Amandine Cadilhon : Commençons donc par parler chiffres car ils sont très évocateurs de l'incroyable paradoxe français (mais pas seulement) en matière de mode.

Selon une étude réalisée par ClickNdress en 2015, les femmes françaises pèsent en moyenne 63 kilos pour 1m65. Selon la dernière campagne de mensuration de l'Institut français du textile et de l'habillement menée entre 2003 et 2004, seulement 5 % des femmes s'habillent dans une taille 36, 13 % dans un 38 et 20,5 % dans un 40. On constate aussi que plus de 40 % des femmes s'habillent dans une taille 44 et plus.

Pourtant, dans le même temps, si l'on compare l'offre de vêtements proposée aux tailles 38, on constate que pour les tailles 44 elle est 3 fois inférieure, 15 fois inférieure pour les tailles 46 et 71 fois inférieure pour les tailles 48 !

Comment expliquer ce décalage entre les tailles de vêtements disponibles en magasins et la taille réelle des femmes ? Pourquoi la marque Zara était-elle réticente à proposer de plus grandes tailles ? Cela correspondrait-il à une stratégie marketing ? Laquelle ?

Ce décalage est profondément ancré puisque, comme on vient de le constater, les chiffres de l'IFTH datent de 2004. Si depuis l'offre s'est un peu étendue, on reste encore bien loin du compte. Cela peut s'expliquer de plusieurs façons :

La première est psychologique. Dans l'inconscient collectif, même si cela n'est pas dit, il ne peut pas être acceptable de rester gros. La femme ronde est alors considérée comme en transit dans un corps qu'elle va "faire entrer dans le rang". Il n'y a donc pas de raison de s'intéresser à elle, puisque ce n'est qu'un état passager. Pour certains, c'est autre chose. La femme ronde ne serait pas intéressée par la mode et plus préoccupée par le fait de chercher des solutions pour maigrir. Là encore, il n'y aurait donc pas d'intérêt de ces femmes pour la mode.
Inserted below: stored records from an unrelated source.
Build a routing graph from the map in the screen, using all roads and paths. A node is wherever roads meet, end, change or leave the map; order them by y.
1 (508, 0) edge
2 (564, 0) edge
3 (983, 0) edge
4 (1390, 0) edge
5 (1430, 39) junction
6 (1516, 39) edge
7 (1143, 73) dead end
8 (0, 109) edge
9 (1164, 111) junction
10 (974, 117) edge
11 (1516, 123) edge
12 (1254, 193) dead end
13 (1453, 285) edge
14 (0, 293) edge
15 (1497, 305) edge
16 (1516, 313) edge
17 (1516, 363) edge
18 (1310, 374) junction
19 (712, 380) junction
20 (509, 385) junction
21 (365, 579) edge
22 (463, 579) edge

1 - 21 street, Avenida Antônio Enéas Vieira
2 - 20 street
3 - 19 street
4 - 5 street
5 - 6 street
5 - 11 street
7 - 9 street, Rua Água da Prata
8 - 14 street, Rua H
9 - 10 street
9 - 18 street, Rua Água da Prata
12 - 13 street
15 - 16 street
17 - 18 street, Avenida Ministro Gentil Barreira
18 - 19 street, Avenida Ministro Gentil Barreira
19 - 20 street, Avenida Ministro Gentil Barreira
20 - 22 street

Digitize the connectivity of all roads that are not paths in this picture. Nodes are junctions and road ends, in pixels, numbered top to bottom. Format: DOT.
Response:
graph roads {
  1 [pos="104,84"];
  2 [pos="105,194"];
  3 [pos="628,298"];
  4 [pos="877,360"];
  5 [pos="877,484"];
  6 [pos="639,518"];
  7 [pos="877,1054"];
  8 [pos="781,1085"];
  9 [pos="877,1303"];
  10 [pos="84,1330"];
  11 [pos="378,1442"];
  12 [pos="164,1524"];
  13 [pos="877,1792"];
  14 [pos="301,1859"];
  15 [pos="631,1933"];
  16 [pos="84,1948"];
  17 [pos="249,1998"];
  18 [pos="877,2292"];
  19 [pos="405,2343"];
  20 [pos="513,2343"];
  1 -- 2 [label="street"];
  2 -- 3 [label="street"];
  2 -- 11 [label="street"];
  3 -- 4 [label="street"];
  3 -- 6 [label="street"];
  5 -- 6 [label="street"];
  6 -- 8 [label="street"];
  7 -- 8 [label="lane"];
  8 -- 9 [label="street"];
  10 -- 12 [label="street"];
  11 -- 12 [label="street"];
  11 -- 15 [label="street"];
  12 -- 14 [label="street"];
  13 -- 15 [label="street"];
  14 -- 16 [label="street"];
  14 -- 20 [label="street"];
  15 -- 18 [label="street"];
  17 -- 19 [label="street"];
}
La seconde est technique. Plus une femme est ronde, plus ses rondeurs vont se situer à différents endroits. Proposer des vêtements de grande taille demande donc des compétences techniques. Il faut créer des patrons, faire essayer les modèles afin de correspondre aux différentes morphologies. Il ne s'agit pas seulement d'ajouter quelques centimètres en largeur, c'est parfois tout le modèle qu'il faut repenser quand on monte dans les tailles (longueur, pinces, etc.). Ce sont des compétences qui demandent un investissement en recherche et développement. Et comme on pense que les femmes rondes ne sont pas plus intéressées que cela par la mode…

La troisième est plus d'ordre marketing. Certaines marques n'ont pas envie de voir des rondes dans leurs boutiques. On se souvient de l'affaire Abercrombie & Fitch ou même de Karl Lagerfeld qui déclarait : "Personne n'a envie de voir des femmes rondes sur les podiums".
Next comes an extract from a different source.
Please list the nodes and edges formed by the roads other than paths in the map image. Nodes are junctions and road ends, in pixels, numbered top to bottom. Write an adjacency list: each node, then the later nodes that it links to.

Même si l'explosion médiatique des mannequins ronds comme Ashley Graham (qui a été classée par Forbes parmi les trentenaires les plus influents de l'année) marque le début d'une mini révolution, on remarque que l'on parle de femmes rondes qui ont de la poitrine, des hanches et des fesses, mais pas le moindre ventre (premier complexe des femmes).
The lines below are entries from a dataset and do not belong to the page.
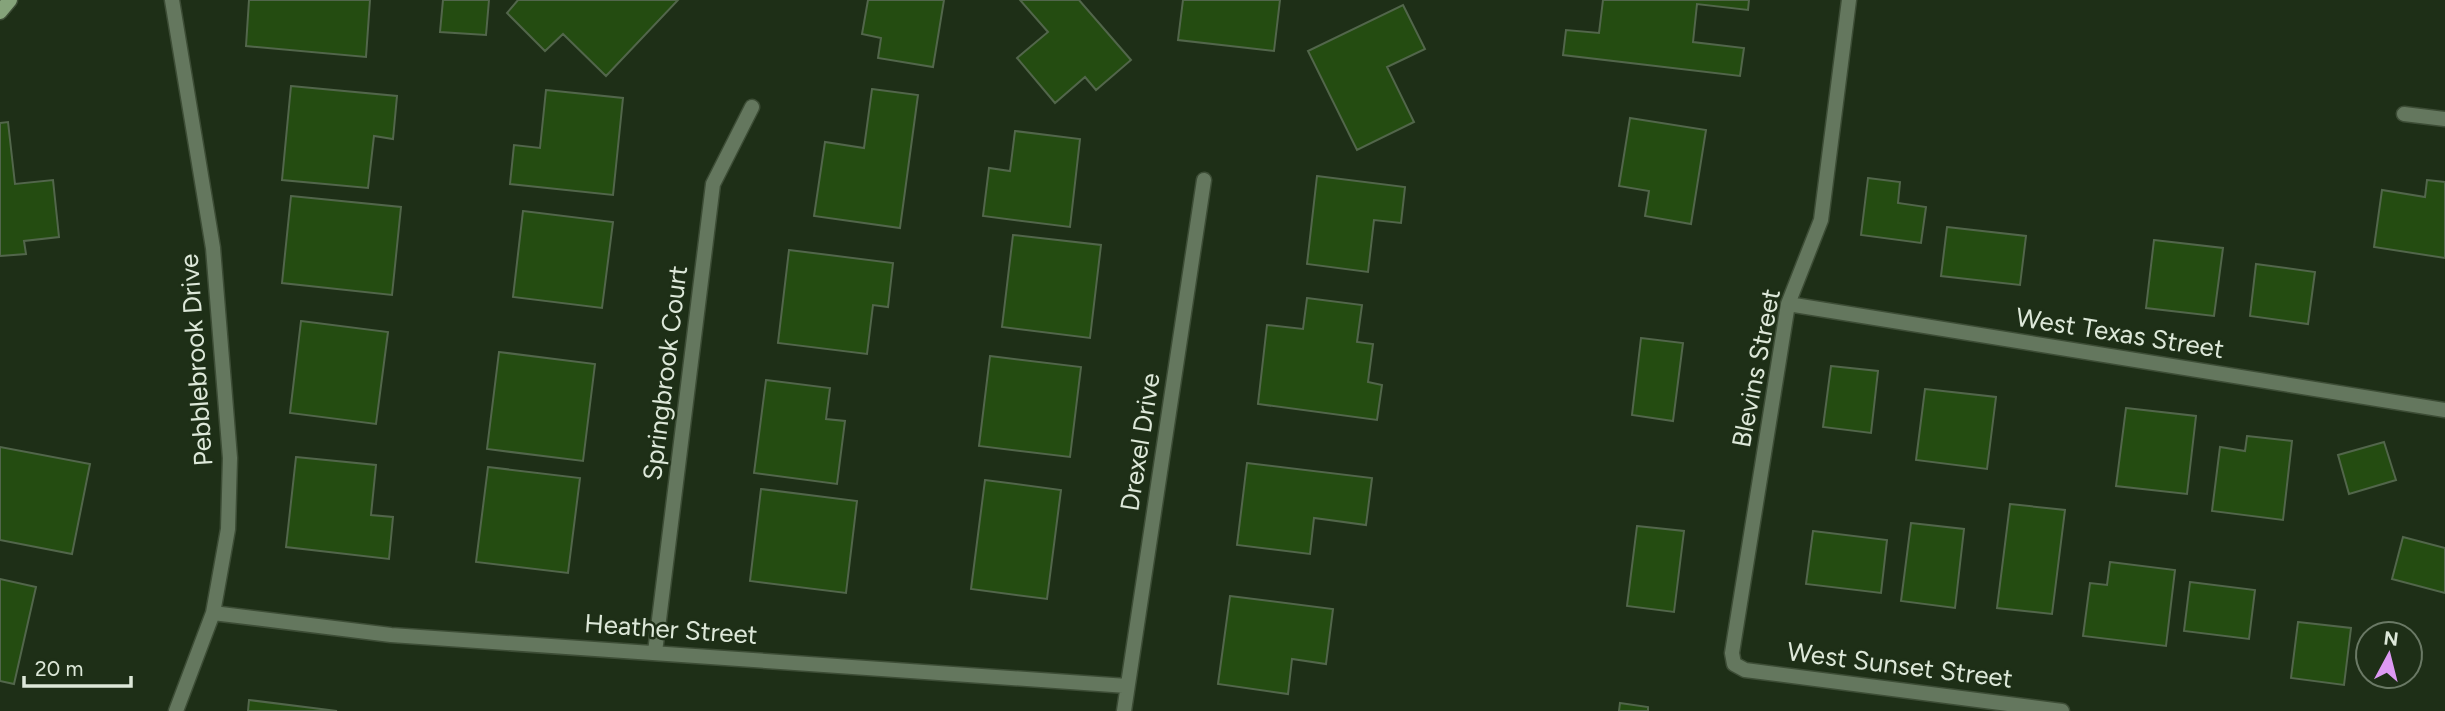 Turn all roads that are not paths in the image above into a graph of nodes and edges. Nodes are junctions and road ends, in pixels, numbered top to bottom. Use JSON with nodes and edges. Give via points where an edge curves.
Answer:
{"nodes":[{"id":1,"x":10,"y":0,"type":"edge"},
{"id":2,"x":172,"y":0,"type":"edge"},
{"id":3,"x":1849,"y":0,"type":"edge"},
{"id":4,"x":0,"y":12,"type":"edge"},
{"id":5,"x":752,"y":107,"type":"dead end"},
{"id":6,"x":2404,"y":114,"type":"dead end"},
{"id":7,"x":2445,"y":119,"type":"edge"},
{"id":8,"x":1204,"y":180,"type":"dead end"},
{"id":9,"x":1788,"y":304,"type":"junction"},
{"id":10,"x":2445,"y":410,"type":"edge"},
{"id":11,"x":213,"y":612,"type":"junction"},
{"id":12,"x":655,"y":652,"type":"junction"},
{"id":13,"x":1734,"y":664,"type":"joint"},
{"id":14,"x":1127,"y":687,"type":"junction"},
{"id":15,"x":176,"y":711,"type":"edge"},
{"id":16,"x":1124,"y":711,"type":"edge"},
{"id":17,"x":2062,"y":711,"type":"edge"}],
"edges":[{"from":1,"to":4,"type":"street"},
{"from":2,"to":11,"type":"street","name":"Pebblebrook Drive","via":[[213,248],[230,458],[228,529]]},
{"from":3,"to":9,"type":"street","name":"Blevins Street","via":[[1821,220]]},
{"from":5,"to":12,"type":"street","name":"Springbrook Court","via":[[713,184]]},
{"from":6,"to":7,"type":"street"},
{"from":8,"to":14,"type":"street","name":"Drexel Drive"},
{"from":9,"to":10,"type":"street","name":"West Texas Street"},
{"from":9,"to":13,"type":"street","name":"Blevins Street","via":[[1732,653]]},
{"from":11,"to":12,"type":"street","name":"Heather Street","via":[[391,635]]},
{"from":11,"to":15,"type":"street","name":"Pebblebrook Drive"},
{"from":12,"to":14,"type":"street","name":"Heather Street"},
{"from":13,"to":17,"type":"street","name":"West Sunset Street","via":[[1745,670]]},
{"from":14,"to":16,"type":"street","name":"Drexel Drive"}]}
Zara s'inscrit parfaitement dans la lignée de tout ce que nous venons d'évoquer. On note d'ailleurs que si la marque a bougé, ce n'est que très marginalement puisque cela ne concernera que quelques vêtements et uniquement jusqu'en taille 46. Il semble que ce qui prime soit encore la volonté de s'adresser uniquement à ce que l'on considère comme "l'élite" : des femmes minces et actives qui représenteront parfaitement l'esprit de la marque. On peut y voir un certain déni de la part de Zara.

Mango avait sorti une collection, il y a quelques années, sous la marque Violeta. Présentée comme la version grande taille de Mango, la collection débutait au 40 pour s'arrêter au 52… Notons que considérer que le 40 est une grande taille semble quelque peu exagéré.

D'autres marques font de vrais efforts mais il reste encore beaucoup à faire. Du coup, beaucoup de clientes se tournent vers l'Angleterre, par exemple, ou ce débat existe beaucoup moins.

Du point de vue des clientes, le fait qu'une enseigne propose des grandes tailles n'est-il pas paradoxalement nuisible à son image ? Les femmes ne préfèrent-elles pas qu'on leur présente des produits taillés selon les critères de beauté classiques (jambes longues, silhouette élancée, taille fine, etc.) ?

Je crois que ce que veulent les femmes, c'est tout simplement avoir le choix. Trouver dans un rayon un vêtement comme une robe du 36 au 60 n'est un problème pour personne. Chacune trouvera sa taille. C'est plus l'étiquette "grande taille" qui peut déranger certaines clientes.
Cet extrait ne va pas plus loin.